Thank you for the pointers. It was indeed the source table that
contained the duplicates.

As far as using NOT EXISTS vs. the Left Outer Join syntax...isn't this
more a matter of style than correctness? In a Left Outer Join the two
fields in the destination would be NULL as the source records are not
found in the destination table. I understand NOT EXISTS also works,
but I'm inclined to believe that using JOINs are more efficient.

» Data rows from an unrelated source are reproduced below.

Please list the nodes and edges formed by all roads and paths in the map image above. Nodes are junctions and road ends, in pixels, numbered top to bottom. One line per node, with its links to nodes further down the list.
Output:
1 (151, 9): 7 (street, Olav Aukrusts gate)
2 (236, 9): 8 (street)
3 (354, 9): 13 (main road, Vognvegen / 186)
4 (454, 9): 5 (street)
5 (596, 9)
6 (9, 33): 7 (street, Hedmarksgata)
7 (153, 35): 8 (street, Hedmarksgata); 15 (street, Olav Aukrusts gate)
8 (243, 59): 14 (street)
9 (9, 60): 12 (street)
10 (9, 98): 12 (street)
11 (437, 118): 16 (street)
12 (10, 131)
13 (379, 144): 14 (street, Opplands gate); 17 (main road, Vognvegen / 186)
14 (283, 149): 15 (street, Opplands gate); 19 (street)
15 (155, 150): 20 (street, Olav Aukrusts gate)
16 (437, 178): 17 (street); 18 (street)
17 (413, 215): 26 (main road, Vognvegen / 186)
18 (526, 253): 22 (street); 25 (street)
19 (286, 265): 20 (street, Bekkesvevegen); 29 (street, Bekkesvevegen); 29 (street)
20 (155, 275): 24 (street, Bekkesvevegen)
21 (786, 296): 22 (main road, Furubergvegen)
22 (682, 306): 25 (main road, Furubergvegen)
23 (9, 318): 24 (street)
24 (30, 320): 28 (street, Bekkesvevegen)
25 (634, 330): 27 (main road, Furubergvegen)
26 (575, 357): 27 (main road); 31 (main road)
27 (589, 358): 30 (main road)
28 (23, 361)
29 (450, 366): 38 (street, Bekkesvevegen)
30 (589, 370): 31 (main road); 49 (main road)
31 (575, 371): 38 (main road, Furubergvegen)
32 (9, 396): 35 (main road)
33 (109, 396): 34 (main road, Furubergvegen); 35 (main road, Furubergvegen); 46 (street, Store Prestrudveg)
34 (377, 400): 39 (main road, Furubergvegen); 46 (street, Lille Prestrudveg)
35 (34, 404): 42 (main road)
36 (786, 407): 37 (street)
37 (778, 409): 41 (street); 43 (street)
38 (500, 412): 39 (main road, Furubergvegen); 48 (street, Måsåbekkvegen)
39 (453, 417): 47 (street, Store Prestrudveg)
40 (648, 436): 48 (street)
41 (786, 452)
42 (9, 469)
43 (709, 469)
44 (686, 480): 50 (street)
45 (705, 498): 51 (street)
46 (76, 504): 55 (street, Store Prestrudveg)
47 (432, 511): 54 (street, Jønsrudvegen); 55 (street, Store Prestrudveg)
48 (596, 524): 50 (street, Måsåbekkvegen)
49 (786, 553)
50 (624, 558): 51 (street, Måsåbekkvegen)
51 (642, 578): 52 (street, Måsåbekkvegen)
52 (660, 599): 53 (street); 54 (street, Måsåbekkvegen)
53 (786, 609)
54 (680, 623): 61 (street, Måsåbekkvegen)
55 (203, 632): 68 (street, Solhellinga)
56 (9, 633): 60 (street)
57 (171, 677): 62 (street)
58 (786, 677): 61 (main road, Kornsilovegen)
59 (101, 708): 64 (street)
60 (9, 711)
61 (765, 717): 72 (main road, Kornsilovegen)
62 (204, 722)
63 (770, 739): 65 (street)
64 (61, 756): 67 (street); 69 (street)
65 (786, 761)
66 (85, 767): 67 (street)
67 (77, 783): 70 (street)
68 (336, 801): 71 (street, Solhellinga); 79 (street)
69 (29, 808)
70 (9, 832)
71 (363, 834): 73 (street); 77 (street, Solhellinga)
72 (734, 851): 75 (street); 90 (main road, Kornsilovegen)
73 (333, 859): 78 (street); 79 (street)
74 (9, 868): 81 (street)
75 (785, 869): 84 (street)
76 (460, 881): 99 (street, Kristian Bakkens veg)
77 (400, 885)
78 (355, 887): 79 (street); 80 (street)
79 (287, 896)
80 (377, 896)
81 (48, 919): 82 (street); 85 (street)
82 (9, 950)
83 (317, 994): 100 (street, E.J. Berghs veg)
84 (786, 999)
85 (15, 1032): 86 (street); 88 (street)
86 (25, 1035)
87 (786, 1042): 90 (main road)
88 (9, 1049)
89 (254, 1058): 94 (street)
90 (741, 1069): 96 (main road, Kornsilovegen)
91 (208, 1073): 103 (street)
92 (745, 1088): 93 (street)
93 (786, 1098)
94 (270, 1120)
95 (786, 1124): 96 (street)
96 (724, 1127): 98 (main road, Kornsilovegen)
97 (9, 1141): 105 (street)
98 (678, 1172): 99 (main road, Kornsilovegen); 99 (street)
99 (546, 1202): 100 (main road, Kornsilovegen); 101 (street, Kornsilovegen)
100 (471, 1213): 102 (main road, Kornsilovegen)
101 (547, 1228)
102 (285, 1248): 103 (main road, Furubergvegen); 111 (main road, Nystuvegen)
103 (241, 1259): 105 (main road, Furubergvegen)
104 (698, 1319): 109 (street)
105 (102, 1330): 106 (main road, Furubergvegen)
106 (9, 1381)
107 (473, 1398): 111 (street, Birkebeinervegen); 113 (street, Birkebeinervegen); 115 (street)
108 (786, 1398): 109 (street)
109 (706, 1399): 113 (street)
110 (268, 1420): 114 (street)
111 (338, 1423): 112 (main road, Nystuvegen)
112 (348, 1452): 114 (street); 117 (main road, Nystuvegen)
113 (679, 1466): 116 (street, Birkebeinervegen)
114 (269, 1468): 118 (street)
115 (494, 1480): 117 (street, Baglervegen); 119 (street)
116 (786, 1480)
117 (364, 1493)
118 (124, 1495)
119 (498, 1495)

On Mar 28, 4:26 pm, Erland Sommarskog wrote:
>
> No.
>
> > This sql statement false due to the primary key violation:
>
> > Insert Into MHGROUP.Custom2
> > Select
> > ClientNumber,
> > MatterNumber,
> > MatterDescription,
> > 'Y'
> > From MG_EliteMatters EM
> > Left Outer Join MHGROUP.Custom2 C2
> > On C2.CPARENT_ALIAS = EM.ClientNumber
> > And C2.Custom_ALIAS = EM.MatterNumber
> > Where CPARENT_ALIAS Is Null And Custom_ALIAS Is Null
>
> I assume this is supposed to be a query like:
>
> INSERT target (...)
> SELECT ...
> FROM source s
> WHERE NOT EXISTS (SELECT *
> FROM target t
> WHERE t.pk = s.col)
>
> (Hint: if this is what you mean, write the query in that way to express
> it. Makes your code more maintenable.)
>
> That is, insert all rows in source where the is not alreay is an existing
> row in target.
>
> When such query fails, it's usually because there are duplicates in the
> source data. That is there are two rows in soruce with the same
> (ClientNumber, MatterNumber) and this tuple does not exist in Target.
>
> By the way, shouldn't you have a condition
>
> AND EM.ClientNumber IS NOT NULL
> AND EM.MatterNumber IS NOT NULL
>
> as these columns are nullable?
>
> --
> Erland Sommarskog, SQL Server MVP, esq...@sommarskog.se
>
> Books Online for SQL Server 2005 athttp://www.microsoft.com/technet/prodtechnol/sql/2005/down loads/books...
> Books Online for SQL Server 2000 athttp://www.microsoft.com/sql/prodinfo/previousversions/boo ks.mspx

Re: Violation of primary key

am 30.03.2008 10:27:26 von Erland Sommarskog

Zamdrist (zamdrist@gmail.com) writes:
> As far as using NOT EXISTS vs. the Left Outer Join syntax...isn't this
> more a matter of style than correctness? In a Left Outer Join the two
> fields in the destination would be NULL as the source records are not
> found in the destination table. I understand NOT EXISTS also works,
> but I'm inclined to believe that using JOINs are more efficient.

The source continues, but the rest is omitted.